What is expected: Write out every entry exactly as it stands.

Record set:

::::::::::

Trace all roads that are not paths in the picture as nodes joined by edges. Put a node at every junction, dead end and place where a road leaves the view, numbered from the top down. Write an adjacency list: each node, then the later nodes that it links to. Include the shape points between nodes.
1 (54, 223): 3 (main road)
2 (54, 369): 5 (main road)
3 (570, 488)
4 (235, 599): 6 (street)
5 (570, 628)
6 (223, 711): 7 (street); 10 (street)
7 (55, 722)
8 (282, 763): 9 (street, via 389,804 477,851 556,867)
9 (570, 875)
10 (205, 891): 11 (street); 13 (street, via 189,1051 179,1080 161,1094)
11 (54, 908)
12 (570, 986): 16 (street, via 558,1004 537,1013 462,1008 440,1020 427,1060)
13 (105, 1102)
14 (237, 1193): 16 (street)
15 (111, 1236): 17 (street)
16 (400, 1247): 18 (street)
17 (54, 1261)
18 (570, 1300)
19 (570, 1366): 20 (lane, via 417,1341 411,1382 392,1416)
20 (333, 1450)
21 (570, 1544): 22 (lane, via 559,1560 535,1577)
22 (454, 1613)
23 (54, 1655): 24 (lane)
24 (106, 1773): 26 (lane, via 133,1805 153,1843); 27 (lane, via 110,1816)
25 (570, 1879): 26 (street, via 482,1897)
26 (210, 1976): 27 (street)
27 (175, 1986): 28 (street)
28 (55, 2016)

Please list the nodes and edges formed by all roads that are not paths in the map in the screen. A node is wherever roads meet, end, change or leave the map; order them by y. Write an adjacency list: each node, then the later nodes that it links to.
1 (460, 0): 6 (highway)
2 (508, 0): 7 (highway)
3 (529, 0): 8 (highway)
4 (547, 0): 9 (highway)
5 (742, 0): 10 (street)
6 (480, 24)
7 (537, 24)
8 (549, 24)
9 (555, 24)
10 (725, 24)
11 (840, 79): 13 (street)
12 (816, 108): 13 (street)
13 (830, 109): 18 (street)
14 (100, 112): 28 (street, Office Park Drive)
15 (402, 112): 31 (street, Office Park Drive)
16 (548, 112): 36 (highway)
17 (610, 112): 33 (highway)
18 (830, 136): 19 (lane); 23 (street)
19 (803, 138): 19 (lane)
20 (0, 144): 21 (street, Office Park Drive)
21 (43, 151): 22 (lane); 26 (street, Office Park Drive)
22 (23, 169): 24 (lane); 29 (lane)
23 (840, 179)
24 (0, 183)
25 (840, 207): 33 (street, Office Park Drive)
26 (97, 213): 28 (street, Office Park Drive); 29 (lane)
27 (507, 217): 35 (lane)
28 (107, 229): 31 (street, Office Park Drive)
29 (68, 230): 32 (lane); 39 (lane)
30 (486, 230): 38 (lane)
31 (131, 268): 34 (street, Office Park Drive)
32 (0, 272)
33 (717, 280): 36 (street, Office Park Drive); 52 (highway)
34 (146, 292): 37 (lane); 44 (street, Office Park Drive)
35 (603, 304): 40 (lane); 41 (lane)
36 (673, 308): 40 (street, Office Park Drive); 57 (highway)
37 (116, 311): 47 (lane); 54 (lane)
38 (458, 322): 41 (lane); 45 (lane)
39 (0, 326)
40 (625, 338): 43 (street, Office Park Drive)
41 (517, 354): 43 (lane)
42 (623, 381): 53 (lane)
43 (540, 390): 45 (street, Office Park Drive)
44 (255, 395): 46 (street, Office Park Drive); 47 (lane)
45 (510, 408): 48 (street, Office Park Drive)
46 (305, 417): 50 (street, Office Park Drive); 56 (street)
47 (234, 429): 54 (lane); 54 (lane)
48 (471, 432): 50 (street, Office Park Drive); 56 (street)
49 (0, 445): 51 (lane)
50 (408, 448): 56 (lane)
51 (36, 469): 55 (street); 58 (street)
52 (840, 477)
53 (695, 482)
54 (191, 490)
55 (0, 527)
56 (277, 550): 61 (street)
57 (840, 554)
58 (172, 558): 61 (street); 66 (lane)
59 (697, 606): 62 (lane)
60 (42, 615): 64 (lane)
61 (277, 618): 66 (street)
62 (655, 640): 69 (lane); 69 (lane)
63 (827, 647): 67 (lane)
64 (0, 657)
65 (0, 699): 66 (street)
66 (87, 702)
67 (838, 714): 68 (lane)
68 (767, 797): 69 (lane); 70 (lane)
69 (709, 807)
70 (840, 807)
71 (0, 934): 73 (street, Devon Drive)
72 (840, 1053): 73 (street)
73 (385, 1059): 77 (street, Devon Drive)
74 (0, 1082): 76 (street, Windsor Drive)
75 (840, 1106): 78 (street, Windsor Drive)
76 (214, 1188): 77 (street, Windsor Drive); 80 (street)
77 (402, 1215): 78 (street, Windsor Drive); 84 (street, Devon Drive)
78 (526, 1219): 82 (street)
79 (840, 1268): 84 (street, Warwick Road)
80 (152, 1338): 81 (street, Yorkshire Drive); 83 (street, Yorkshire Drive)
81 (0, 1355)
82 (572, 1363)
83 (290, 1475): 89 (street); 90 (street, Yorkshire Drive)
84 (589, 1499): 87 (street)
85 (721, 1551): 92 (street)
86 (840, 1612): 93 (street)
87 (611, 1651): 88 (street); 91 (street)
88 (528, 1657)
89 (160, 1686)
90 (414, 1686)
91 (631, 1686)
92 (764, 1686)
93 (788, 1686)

::::::::::

Solution to this task:
Trace all roads that are not paths in the picture as nodes joined by edges. Put a node at every junction, dead end and place where a road leaves the view, numbered from the top down. Write an adjacency list: each node, then the later nodes that it links to. Include the shape points between nodes.
1 (54, 223): 3 (main road)
2 (54, 369): 5 (main road)
3 (570, 488)
4 (235, 599): 6 (street)
5 (570, 628)
6 (223, 711): 7 (street); 10 (street)
7 (55, 722)
8 (282, 763): 9 (street, via 389,804 477,851 556,867)
9 (570, 875)
10 (205, 891): 11 (street); 13 (street, via 189,1051 179,1080 161,1094)
11 (54, 908)
12 (570, 986): 16 (street, via 558,1004 537,1013 462,1008 440,1020 427,1060)
13 (105, 1102)
14 (237, 1193): 16 (street)
15 (111, 1236): 17 (street)
16 (400, 1247): 18 (street)
17 (54, 1261)
18 (570, 1300)
19 (570, 1366): 20 (lane, via 417,1341 411,1382 392,1416)
20 (333, 1450)
21 (570, 1544): 22 (lane, via 559,1560 535,1577)
22 (454, 1613)
23 (54, 1655): 24 (lane)
24 (106, 1773): 26 (lane, via 133,1805 153,1843); 27 (lane, via 110,1816)
25 (570, 1879): 26 (street, via 482,1897)
26 (210, 1976): 27 (street)
27 (175, 1986): 28 (street)
28 (55, 2016)

Please list the nodes and edges formed by all roads that are not paths in the map in the screen. A node is wherever roads meet, end, change or leave the map; order them by y. Write an adjacency list: each node, then the later nodes that it links to.
1 (460, 0): 6 (highway)
2 (508, 0): 7 (highway)
3 (529, 0): 8 (highway)
4 (547, 0): 9 (highway)
5 (742, 0): 10 (street)
6 (480, 24)
7 (537, 24)
8 (549, 24)
9 (555, 24)
10 (725, 24)
11 (840, 79): 13 (street)
12 (816, 108): 13 (street)
13 (830, 109): 18 (street)
14 (100, 112): 28 (street, Office Park Drive)
15 (402, 112): 31 (street, Office Park Drive)
16 (548, 112): 36 (highway)
17 (610, 112): 33 (highway)
18 (830, 136): 19 (lane); 23 (street)
19 (803, 138): 19 (lane)
20 (0, 144): 21 (street, Office Park Drive)
21 (43, 151): 22 (lane); 26 (street, Office Park Drive)
22 (23, 169): 24 (lane); 29 (lane)
23 (840, 179)
24 (0, 183)
25 (840, 207): 33 (street, Office Park Drive)
26 (97, 213): 28 (street, Office Park Drive); 29 (lane)
27 (507, 217): 35 (lane)
28 (107, 229): 31 (street, Office Park Drive)
29 (68, 230): 32 (lane); 39 (lane)
30 (486, 230): 38 (lane)
31 (131, 268): 34 (street, Office Park Drive)
32 (0, 272)
33 (717, 280): 36 (street, Office Park Drive); 52 (highway)
34 (146, 292): 37 (lane); 44 (street, Office Park Drive)
35 (603, 304): 40 (lane); 41 (lane)
36 (673, 308): 40 (street, Office Park Drive); 57 (highway)
37 (116, 311): 47 (lane); 54 (lane)
38 (458, 322): 41 (lane); 45 (lane)
39 (0, 326)
40 (625, 338): 43 (street, Office Park Drive)
41 (517, 354): 43 (lane)
42 (623, 381): 53 (lane)
43 (540, 390): 45 (street, Office Park Drive)
44 (255, 395): 46 (street, Office Park Drive); 47 (lane)
45 (510, 408): 48 (street, Office Park Drive)
46 (305, 417): 50 (street, Office Park Drive); 56 (street)
47 (234, 429): 54 (lane); 54 (lane)
48 (471, 432): 50 (street, Office Park Drive); 56 (street)
49 (0, 445): 51 (lane)
50 (408, 448): 56 (lane)
51 (36, 469): 55 (street); 58 (street)
52 (840, 477)
53 (695, 482)
54 (191, 490)
55 (0, 527)
56 (277, 550): 61 (street)
57 (840, 554)
58 (172, 558): 61 (street); 66 (lane)
59 (697, 606): 62 (lane)
60 (42, 615): 64 (lane)
61 (277, 618): 66 (street)
62 (655, 640): 69 (lane); 69 (lane)
63 (827, 647): 67 (lane)
64 (0, 657)
65 (0, 699): 66 (street)
66 (87, 702)
67 (838, 714): 68 (lane)
68 (767, 797): 69 (lane); 70 (lane)
69 (709, 807)
70 (840, 807)
71 (0, 934): 73 (street, Devon Drive)
72 (840, 1053): 73 (street)
73 (385, 1059): 77 (street, Devon Drive)
74 (0, 1082): 76 (street, Windsor Drive)
75 (840, 1106): 78 (street, Windsor Drive)
76 (214, 1188): 77 (street, Windsor Drive); 80 (street)
77 (402, 1215): 78 (street, Windsor Drive); 84 (street, Devon Drive)
78 (526, 1219): 82 (street)
79 (840, 1268): 84 (street, Warwick Road)
80 (152, 1338): 81 (street, Yorkshire Drive); 83 (street, Yorkshire Drive)
81 (0, 1355)
82 (572, 1363)
83 (290, 1475): 89 (street); 90 (street, Yorkshire Drive)
84 (589, 1499): 87 (street)
85 (721, 1551): 92 (street)
86 (840, 1612): 93 (street)
87 (611, 1651): 88 (street); 91 (street)
88 (528, 1657)
89 (160, 1686)
90 (414, 1686)
91 (631, 1686)
92 (764, 1686)
93 (788, 1686)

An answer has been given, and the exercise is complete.